• _WHAT TO DO_
Output all records precisely as written.

DATA PROVIDED Start Marker

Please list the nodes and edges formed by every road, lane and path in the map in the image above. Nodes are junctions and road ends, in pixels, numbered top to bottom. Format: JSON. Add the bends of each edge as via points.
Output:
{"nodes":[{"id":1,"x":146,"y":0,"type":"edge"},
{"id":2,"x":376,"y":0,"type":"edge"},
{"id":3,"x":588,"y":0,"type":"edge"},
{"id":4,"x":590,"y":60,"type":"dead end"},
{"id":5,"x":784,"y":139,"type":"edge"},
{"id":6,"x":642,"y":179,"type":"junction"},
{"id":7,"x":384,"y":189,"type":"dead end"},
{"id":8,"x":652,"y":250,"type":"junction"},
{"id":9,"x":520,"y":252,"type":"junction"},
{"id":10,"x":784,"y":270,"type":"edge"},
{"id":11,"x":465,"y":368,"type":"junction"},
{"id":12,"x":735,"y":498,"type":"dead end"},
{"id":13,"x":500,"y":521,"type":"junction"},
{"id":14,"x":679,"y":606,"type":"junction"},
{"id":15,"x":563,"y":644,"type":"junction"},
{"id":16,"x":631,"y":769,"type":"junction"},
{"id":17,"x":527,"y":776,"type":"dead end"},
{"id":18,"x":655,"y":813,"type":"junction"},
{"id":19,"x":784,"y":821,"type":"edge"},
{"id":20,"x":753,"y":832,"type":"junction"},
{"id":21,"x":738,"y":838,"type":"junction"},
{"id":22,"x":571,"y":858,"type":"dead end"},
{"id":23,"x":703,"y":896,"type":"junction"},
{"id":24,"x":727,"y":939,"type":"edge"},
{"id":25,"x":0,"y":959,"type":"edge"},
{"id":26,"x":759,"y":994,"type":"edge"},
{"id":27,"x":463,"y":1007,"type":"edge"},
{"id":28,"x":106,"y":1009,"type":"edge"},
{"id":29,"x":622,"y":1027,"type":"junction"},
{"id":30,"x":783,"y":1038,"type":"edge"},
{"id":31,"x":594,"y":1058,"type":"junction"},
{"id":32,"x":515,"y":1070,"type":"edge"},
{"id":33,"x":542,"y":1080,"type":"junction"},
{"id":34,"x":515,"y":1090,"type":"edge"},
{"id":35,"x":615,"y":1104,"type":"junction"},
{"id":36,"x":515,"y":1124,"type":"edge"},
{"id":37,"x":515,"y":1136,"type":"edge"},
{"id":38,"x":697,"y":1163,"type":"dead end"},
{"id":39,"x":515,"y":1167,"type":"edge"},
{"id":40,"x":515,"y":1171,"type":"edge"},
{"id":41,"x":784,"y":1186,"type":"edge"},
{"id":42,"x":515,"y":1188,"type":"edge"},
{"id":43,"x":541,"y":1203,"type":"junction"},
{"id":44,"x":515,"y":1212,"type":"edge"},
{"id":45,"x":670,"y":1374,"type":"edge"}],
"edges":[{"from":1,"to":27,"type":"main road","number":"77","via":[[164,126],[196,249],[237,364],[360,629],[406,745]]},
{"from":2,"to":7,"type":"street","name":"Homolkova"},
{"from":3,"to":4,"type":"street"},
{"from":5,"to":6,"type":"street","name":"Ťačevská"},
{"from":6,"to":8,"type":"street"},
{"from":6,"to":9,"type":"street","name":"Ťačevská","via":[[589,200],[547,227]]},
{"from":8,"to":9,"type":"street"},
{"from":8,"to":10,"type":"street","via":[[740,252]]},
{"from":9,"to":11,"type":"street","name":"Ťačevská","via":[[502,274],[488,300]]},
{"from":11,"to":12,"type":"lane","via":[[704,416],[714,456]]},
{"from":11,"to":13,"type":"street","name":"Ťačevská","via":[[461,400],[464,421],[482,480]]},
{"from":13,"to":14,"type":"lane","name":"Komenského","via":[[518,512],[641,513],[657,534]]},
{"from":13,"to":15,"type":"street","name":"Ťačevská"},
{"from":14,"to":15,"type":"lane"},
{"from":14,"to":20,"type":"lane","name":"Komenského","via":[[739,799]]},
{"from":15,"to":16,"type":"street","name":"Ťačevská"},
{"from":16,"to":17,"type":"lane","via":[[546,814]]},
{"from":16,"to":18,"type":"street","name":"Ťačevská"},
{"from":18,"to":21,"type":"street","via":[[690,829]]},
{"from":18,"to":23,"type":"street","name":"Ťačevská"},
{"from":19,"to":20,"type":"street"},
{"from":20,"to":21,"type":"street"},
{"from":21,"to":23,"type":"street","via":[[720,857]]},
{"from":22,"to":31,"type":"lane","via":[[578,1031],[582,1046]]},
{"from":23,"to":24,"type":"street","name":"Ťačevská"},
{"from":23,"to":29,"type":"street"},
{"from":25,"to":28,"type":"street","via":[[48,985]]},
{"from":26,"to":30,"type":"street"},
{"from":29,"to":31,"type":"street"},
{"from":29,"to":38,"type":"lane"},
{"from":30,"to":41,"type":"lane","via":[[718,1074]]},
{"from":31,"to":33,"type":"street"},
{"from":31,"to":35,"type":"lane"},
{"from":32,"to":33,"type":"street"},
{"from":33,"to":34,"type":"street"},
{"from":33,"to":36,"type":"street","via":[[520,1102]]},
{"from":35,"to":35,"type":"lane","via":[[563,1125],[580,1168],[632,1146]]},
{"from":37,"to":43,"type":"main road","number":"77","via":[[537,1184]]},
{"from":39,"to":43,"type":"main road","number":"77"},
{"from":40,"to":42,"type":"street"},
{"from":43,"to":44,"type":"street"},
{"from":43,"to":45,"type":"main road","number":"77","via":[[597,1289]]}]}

DATA PROVIDED End Marker

• _TASK SOLUTION_
Please list the nodes and edges formed by every road, lane and path in the map in the image above. Nodes are junctions and road ends, in pixels, numbered top to bottom. Format: JSON. Add the bends of each edge as via points.
Output:
{"nodes":[{"id":1,"x":146,"y":0,"type":"edge"},
{"id":2,"x":376,"y":0,"type":"edge"},
{"id":3,"x":588,"y":0,"type":"edge"},
{"id":4,"x":590,"y":60,"type":"dead end"},
{"id":5,"x":784,"y":139,"type":"edge"},
{"id":6,"x":642,"y":179,"type":"junction"},
{"id":7,"x":384,"y":189,"type":"dead end"},
{"id":8,"x":652,"y":250,"type":"junction"},
{"id":9,"x":520,"y":252,"type":"junction"},
{"id":10,"x":784,"y":270,"type":"edge"},
{"id":11,"x":465,"y":368,"type":"junction"},
{"id":12,"x":735,"y":498,"type":"dead end"},
{"id":13,"x":500,"y":521,"type":"junction"},
{"id":14,"x":679,"y":606,"type":"junction"},
{"id":15,"x":563,"y":644,"type":"junction"},
{"id":16,"x":631,"y":769,"type":"junction"},
{"id":17,"x":527,"y":776,"type":"dead end"},
{"id":18,"x":655,"y":813,"type":"junction"},
{"id":19,"x":784,"y":821,"type":"edge"},
{"id":20,"x":753,"y":832,"type":"junction"},
{"id":21,"x":738,"y":838,"type":"junction"},
{"id":22,"x":571,"y":858,"type":"dead end"},
{"id":23,"x":703,"y":896,"type":"junction"},
{"id":24,"x":727,"y":939,"type":"edge"},
{"id":25,"x":0,"y":959,"type":"edge"},
{"id":26,"x":759,"y":994,"type":"edge"},
{"id":27,"x":463,"y":1007,"type":"edge"},
{"id":28,"x":106,"y":1009,"type":"edge"},
{"id":29,"x":622,"y":1027,"type":"junction"},
{"id":30,"x":783,"y":1038,"type":"edge"},
{"id":31,"x":594,"y":1058,"type":"junction"},
{"id":32,"x":515,"y":1070,"type":"edge"},
{"id":33,"x":542,"y":1080,"type":"junction"},
{"id":34,"x":515,"y":1090,"type":"edge"},
{"id":35,"x":615,"y":1104,"type":"junction"},
{"id":36,"x":515,"y":1124,"type":"edge"},
{"id":37,"x":515,"y":1136,"type":"edge"},
{"id":38,"x":697,"y":1163,"type":"dead end"},
{"id":39,"x":515,"y":1167,"type":"edge"},
{"id":40,"x":515,"y":1171,"type":"edge"},
{"id":41,"x":784,"y":1186,"type":"edge"},
{"id":42,"x":515,"y":1188,"type":"edge"},
{"id":43,"x":541,"y":1203,"type":"junction"},
{"id":44,"x":515,"y":1212,"type":"edge"},
{"id":45,"x":670,"y":1374,"type":"edge"}],
"edges":[{"from":1,"to":27,"type":"main road","number":"77","via":[[164,126],[196,249],[237,364],[360,629],[406,745]]},
{"from":2,"to":7,"type":"street","name":"Homolkova"},
{"from":3,"to":4,"type":"street"},
{"from":5,"to":6,"type":"street","name":"Ťačevská"},
{"from":6,"to":8,"type":"street"},
{"from":6,"to":9,"type":"street","name":"Ťačevská","via":[[589,200],[547,227]]},
{"from":8,"to":9,"type":"street"},
{"from":8,"to":10,"type":"street","via":[[740,252]]},
{"from":9,"to":11,"type":"street","name":"Ťačevská","via":[[502,274],[488,300]]},
{"from":11,"to":12,"type":"lane","via":[[704,416],[714,456]]},
{"from":11,"to":13,"type":"street","name":"Ťačevská","via":[[461,400],[464,421],[482,480]]},
{"from":13,"to":14,"type":"lane","name":"Komenského","via":[[518,512],[641,513],[657,534]]},
{"from":13,"to":15,"type":"street","name":"Ťačevská"},
{"from":14,"to":15,"type":"lane"},
{"from":14,"to":20,"type":"lane","name":"Komenského","via":[[739,799]]},
{"from":15,"to":16,"type":"street","name":"Ťačevská"},
{"from":16,"to":17,"type":"lane","via":[[546,814]]},
{"from":16,"to":18,"type":"street","name":"Ťačevská"},
{"from":18,"to":21,"type":"street","via":[[690,829]]},
{"from":18,"to":23,"type":"street","name":"Ťačevská"},
{"from":19,"to":20,"type":"street"},
{"from":20,"to":21,"type":"street"},
{"from":21,"to":23,"type":"street","via":[[720,857]]},
{"from":22,"to":31,"type":"lane","via":[[578,1031],[582,1046]]},
{"from":23,"to":24,"type":"street","name":"Ťačevská"},
{"from":23,"to":29,"type":"street"},
{"from":25,"to":28,"type":"street","via":[[48,985]]},
{"from":26,"to":30,"type":"street"},
{"from":29,"to":31,"type":"street"},
{"from":29,"to":38,"type":"lane"},
{"from":30,"to":41,"type":"lane","via":[[718,1074]]},
{"from":31,"to":33,"type":"street"},
{"from":31,"to":35,"type":"lane"},
{"from":32,"to":33,"type":"street"},
{"from":33,"to":34,"type":"street"},
{"from":33,"to":36,"type":"street","via":[[520,1102]]},
{"from":35,"to":35,"type":"lane","via":[[563,1125],[580,1168],[632,1146]]},
{"from":37,"to":43,"type":"main road","number":"77","via":[[537,1184]]},
{"from":39,"to":43,"type":"main road","number":"77"},
{"from":40,"to":42,"type":"street"},
{"from":43,"to":44,"type":"street"},
{"from":43,"to":45,"type":"main road","number":"77","via":[[597,1289]]}]}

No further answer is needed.